RECORDS SHOWN Block Start

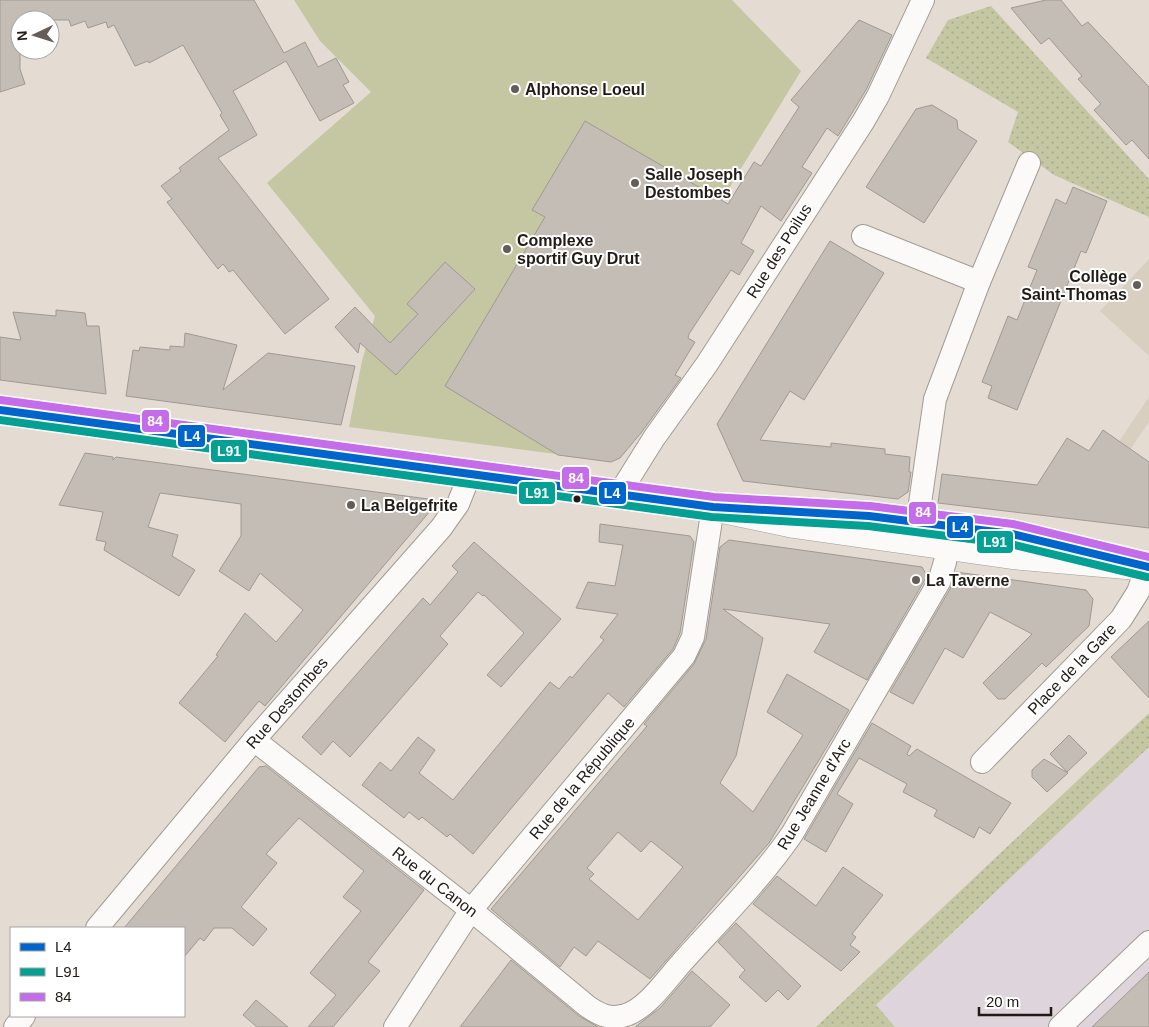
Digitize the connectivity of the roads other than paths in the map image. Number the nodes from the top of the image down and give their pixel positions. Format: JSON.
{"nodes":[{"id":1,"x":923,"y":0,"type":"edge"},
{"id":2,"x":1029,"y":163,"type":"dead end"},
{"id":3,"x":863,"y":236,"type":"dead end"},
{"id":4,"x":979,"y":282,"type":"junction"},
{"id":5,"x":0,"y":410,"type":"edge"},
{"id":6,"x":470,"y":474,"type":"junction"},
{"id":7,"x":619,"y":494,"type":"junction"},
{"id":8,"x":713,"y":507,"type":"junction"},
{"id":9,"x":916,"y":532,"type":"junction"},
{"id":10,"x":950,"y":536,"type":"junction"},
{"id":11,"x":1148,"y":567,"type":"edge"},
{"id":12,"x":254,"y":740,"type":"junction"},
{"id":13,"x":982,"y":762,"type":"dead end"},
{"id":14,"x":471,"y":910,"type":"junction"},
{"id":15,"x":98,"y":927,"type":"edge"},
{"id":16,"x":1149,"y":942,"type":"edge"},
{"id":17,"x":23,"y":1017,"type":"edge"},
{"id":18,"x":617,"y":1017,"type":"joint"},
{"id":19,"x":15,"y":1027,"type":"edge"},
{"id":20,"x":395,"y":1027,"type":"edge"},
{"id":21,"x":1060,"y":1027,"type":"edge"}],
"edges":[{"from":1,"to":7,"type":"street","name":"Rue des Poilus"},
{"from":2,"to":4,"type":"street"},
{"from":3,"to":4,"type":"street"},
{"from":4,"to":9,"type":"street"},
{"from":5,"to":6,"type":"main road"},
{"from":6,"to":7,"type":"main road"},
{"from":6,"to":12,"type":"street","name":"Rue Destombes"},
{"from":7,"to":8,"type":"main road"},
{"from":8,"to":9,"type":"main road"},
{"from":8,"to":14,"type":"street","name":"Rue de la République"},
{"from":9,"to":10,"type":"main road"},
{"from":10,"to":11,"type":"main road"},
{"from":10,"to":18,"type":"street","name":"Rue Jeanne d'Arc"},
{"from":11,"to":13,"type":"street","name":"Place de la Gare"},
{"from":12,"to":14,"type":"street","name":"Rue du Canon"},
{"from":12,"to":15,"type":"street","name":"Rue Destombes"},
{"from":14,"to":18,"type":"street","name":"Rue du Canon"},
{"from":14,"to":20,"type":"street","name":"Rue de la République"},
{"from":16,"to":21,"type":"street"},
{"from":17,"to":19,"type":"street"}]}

RECORDS SHOWN Block End

* **AIM OF THE EXERCISE**:
Output the lines above verbatim, images excluded.

* **RESPONSE TO THE TASK**:
Digitize the connectivity of the roads other than paths in the map image. Number the nodes from the top of the image down and give their pixel positions. Format: JSON.
{"nodes":[{"id":1,"x":923,"y":0,"type":"edge"},
{"id":2,"x":1029,"y":163,"type":"dead end"},
{"id":3,"x":863,"y":236,"type":"dead end"},
{"id":4,"x":979,"y":282,"type":"junction"},
{"id":5,"x":0,"y":410,"type":"edge"},
{"id":6,"x":470,"y":474,"type":"junction"},
{"id":7,"x":619,"y":494,"type":"junction"},
{"id":8,"x":713,"y":507,"type":"junction"},
{"id":9,"x":916,"y":532,"type":"junction"},
{"id":10,"x":950,"y":536,"type":"junction"},
{"id":11,"x":1148,"y":567,"type":"edge"},
{"id":12,"x":254,"y":740,"type":"junction"},
{"id":13,"x":982,"y":762,"type":"dead end"},
{"id":14,"x":471,"y":910,"type":"junction"},
{"id":15,"x":98,"y":927,"type":"edge"},
{"id":16,"x":1149,"y":942,"type":"edge"},
{"id":17,"x":23,"y":1017,"type":"edge"},
{"id":18,"x":617,"y":1017,"type":"joint"},
{"id":19,"x":15,"y":1027,"type":"edge"},
{"id":20,"x":395,"y":1027,"type":"edge"},
{"id":21,"x":1060,"y":1027,"type":"edge"}],
"edges":[{"from":1,"to":7,"type":"street","name":"Rue des Poilus"},
{"from":2,"to":4,"type":"street"},
{"from":3,"to":4,"type":"street"},
{"from":4,"to":9,"type":"street"},
{"from":5,"to":6,"type":"main road"},
{"from":6,"to":7,"type":"main road"},
{"from":6,"to":12,"type":"street","name":"Rue Destombes"},
{"from":7,"to":8,"type":"main road"},
{"from":8,"to":9,"type":"main road"},
{"from":8,"to":14,"type":"street","name":"Rue de la République"},
{"from":9,"to":10,"type":"main road"},
{"from":10,"to":11,"type":"main road"},
{"from":10,"to":18,"type":"street","name":"Rue Jeanne d'Arc"},
{"from":11,"to":13,"type":"street","name":"Place de la Gare"},
{"from":12,"to":14,"type":"street","name":"Rue du Canon"},
{"from":12,"to":15,"type":"street","name":"Rue Destombes"},
{"from":14,"to":18,"type":"street","name":"Rue du Canon"},
{"from":14,"to":20,"type":"street","name":"Rue de la République"},
{"from":16,"to":21,"type":"street"},
{"from":17,"to":19,"type":"street"}]}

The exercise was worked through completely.